Anonyme : Mon Plaisir Brut avec le Photographe du Cinquième

Mon studio au quatrième étage domine le parc vallonné. Bouleaux, chênes, étang avec canards et hérons. Fin septembre, feuilles rougissantes. Je vis seule, étudiante libre. Tee-shirt ample, jambes nues. J’arrose mes plantes sur la pointe des pieds, fesses tendues. Le couchant caresse ma peau. Je danse ensuite, bassin ondulant sur une musique qui pulse dans mes veines. Nu, je virevolte. Papillon tatoué sur mon épaule droite, Charaxes jasius, nymphale de l’arbousier. Symbole de mon envol.
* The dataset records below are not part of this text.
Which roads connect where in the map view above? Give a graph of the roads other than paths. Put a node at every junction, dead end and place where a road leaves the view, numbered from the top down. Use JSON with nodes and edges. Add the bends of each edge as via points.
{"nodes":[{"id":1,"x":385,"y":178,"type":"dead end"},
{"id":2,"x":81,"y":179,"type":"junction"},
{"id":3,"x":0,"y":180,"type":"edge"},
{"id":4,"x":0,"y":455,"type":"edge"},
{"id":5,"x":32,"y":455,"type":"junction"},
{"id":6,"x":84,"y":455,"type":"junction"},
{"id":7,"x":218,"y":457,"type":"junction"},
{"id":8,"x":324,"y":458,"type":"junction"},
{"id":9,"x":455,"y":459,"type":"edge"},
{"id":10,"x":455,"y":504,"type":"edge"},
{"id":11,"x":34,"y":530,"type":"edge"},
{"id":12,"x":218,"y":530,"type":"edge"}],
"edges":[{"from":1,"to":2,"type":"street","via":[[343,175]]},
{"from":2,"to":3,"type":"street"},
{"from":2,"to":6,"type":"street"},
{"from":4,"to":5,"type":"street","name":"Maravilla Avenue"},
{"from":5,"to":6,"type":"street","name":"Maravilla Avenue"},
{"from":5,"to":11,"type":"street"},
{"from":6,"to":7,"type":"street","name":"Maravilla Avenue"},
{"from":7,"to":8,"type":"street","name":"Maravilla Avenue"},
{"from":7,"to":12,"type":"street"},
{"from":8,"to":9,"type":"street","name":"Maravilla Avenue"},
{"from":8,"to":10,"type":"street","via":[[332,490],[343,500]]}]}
Routine joyeuse : conserves debout, nue à la fenêtre, rêvasseries. Un soir, courrier : une enveloppe bizarre. Un mot. Il m’a observée. Photographe animalier du cinquième, en face. Clichés volés, désir avoué. Demande permission. Signé de son prénom, numéro. Rage. Je scrute le parc, furieuse. Culotte noire collante de sueur nerveuse. Volets fermés après. Jalousie quand il voit mon mec ? Non, solitude pure.

L’Approche dans l’Ombre du Parc

Deuxième mot : excuses plates, promesse d’arrêt. Il part en reportage. Je cogite. Son monde : papillons, liberté. J’appelle. Voix rauque : “C’est moi, celle du papillon.” Pas de nom. Anonyme. Échange bref, soulagement partagé. SMS : il jure n’avoir pas gardé photos. Expo d’automne. J’appelle encore : confirmation auteur. Puis, audace : “Venez photographier mon tatouage.” Souffle court. Il propose pro. J’accepte. Décision prise : rester ombre. Pas de passé, juste instant.

Chez lui, cinquième. Appareil prêt. Habillée sexy, intimidée. Chair de poule. “Retire soutien-gorge.” Dos nu, papillon vibre. Clics. Tension monte. Seins pointus. Regard brûlant. Documents signés. À la porte, brutal : “Rappelle quand tu veux que je te baise.” Je rosir, humide. Jours passent. Désir fermente.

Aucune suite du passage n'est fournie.